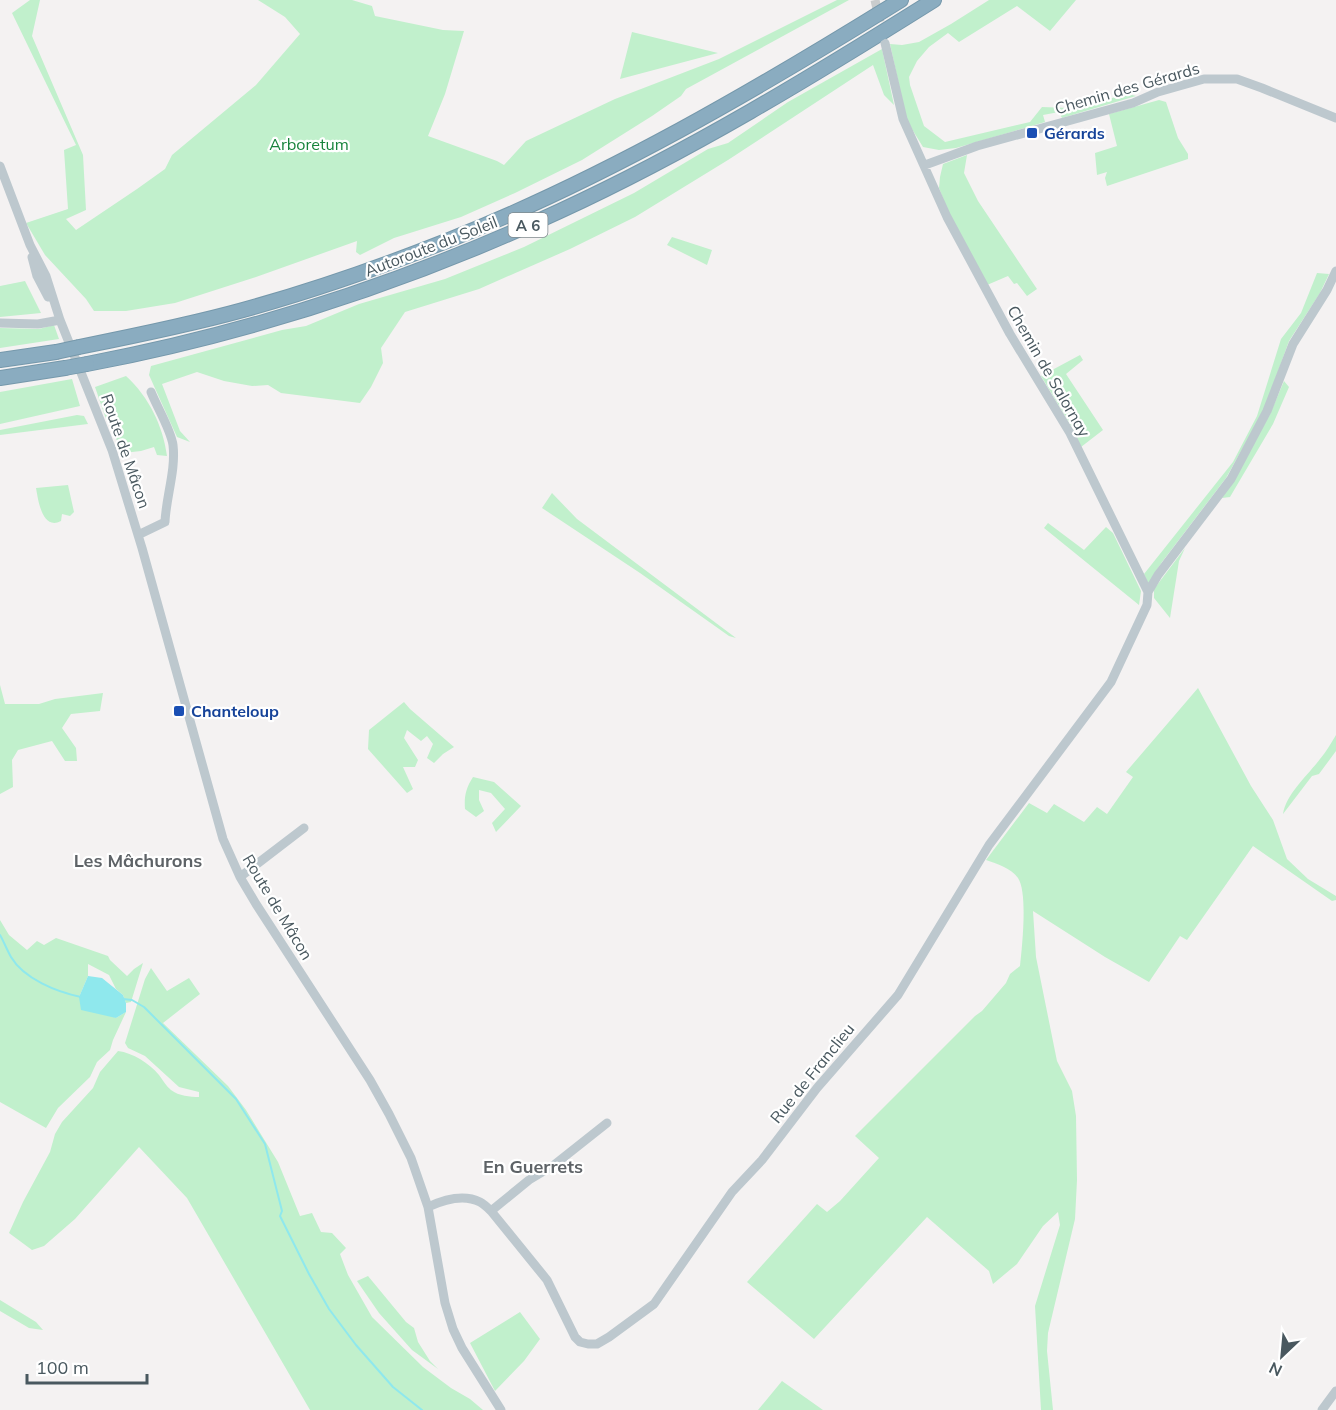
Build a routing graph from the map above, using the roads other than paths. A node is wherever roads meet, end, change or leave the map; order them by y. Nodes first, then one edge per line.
1 (901, 0) edge
2 (934, 0) edge
3 (885, 43) tunnel mouth
4 (1336, 118) edge
5 (925, 165) junction
6 (0, 166) edge
7 (1336, 271) edge
8 (60, 320) junction
9 (0, 322) edge
10 (81, 356) junction
11 (0, 360) edge
12 (0, 378) edge
13 (150, 392) dead end
14 (138, 535) junction
15 (1148, 592) junction
16 (304, 828) dead end
17 (240, 877) junction
18 (607, 1123) dead end
19 (428, 1207) junction
20 (491, 1211) junction
21 (1336, 1391) edge
22 (501, 1410) edge
23 (1322, 1410) edge

1 - 10 highway, Autoroute du Soleil / A 6
2 - 10 highway, Autoroute du Soleil / A 6
3 - 5 street, Chemin de Salornay
4 - 5 street, Chemin des Gérards
5 - 15 street, Chemin de Salornay
6 - 8 street, Route de Mâcon
7 - 15 street
8 - 9 street
8 - 10 street, Route de Mâcon
10 - 11 highway, Autoroute du Soleil / A 6, bridge
10 - 12 highway, Autoroute du Soleil / A 6, bridge
10 - 14 street, Route de Mâcon
13 - 14 street
14 - 17 street, Route de Mâcon
15 - 20 street, Rue de Franclieu
16 - 17 street
17 - 19 street, Route de Mâcon
18 - 20 street
19 - 20 street, Rue de Franclieu
19 - 22 street, Route de Mâcon
21 - 23 street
━━━
Verbatim reproduction of every entry is needed, with the images left out.

Build a routing graph from the map above, using the roads other than paths. A node is wherever roads meet, end, change or leave the map; order them by y. Nodes first, then one edge per line.
1 (901, 0) edge
2 (934, 0) edge
3 (885, 43) tunnel mouth
4 (1336, 118) edge
5 (925, 165) junction
6 (0, 166) edge
7 (1336, 271) edge
8 (60, 320) junction
9 (0, 322) edge
10 (81, 356) junction
11 (0, 360) edge
12 (0, 378) edge
13 (150, 392) dead end
14 (138, 535) junction
15 (1148, 592) junction
16 (304, 828) dead end
17 (240, 877) junction
18 (607, 1123) dead end
19 (428, 1207) junction
20 (491, 1211) junction
21 (1336, 1391) edge
22 (501, 1410) edge
23 (1322, 1410) edge

1 - 10 highway, Autoroute du Soleil / A 6
2 - 10 highway, Autoroute du Soleil / A 6
3 - 5 street, Chemin de Salornay
4 - 5 street, Chemin des Gérards
5 - 15 street, Chemin de Salornay
6 - 8 street, Route de Mâcon
7 - 15 street
8 - 9 street
8 - 10 street, Route de Mâcon
10 - 11 highway, Autoroute du Soleil / A 6, bridge
10 - 12 highway, Autoroute du Soleil / A 6, bridge
10 - 14 street, Route de Mâcon
13 - 14 street
14 - 17 street, Route de Mâcon
15 - 20 street, Rue de Franclieu
16 - 17 street
17 - 19 street, Route de Mâcon
18 - 20 street
19 - 20 street, Rue de Franclieu
19 - 22 street, Route de Mâcon
21 - 23 street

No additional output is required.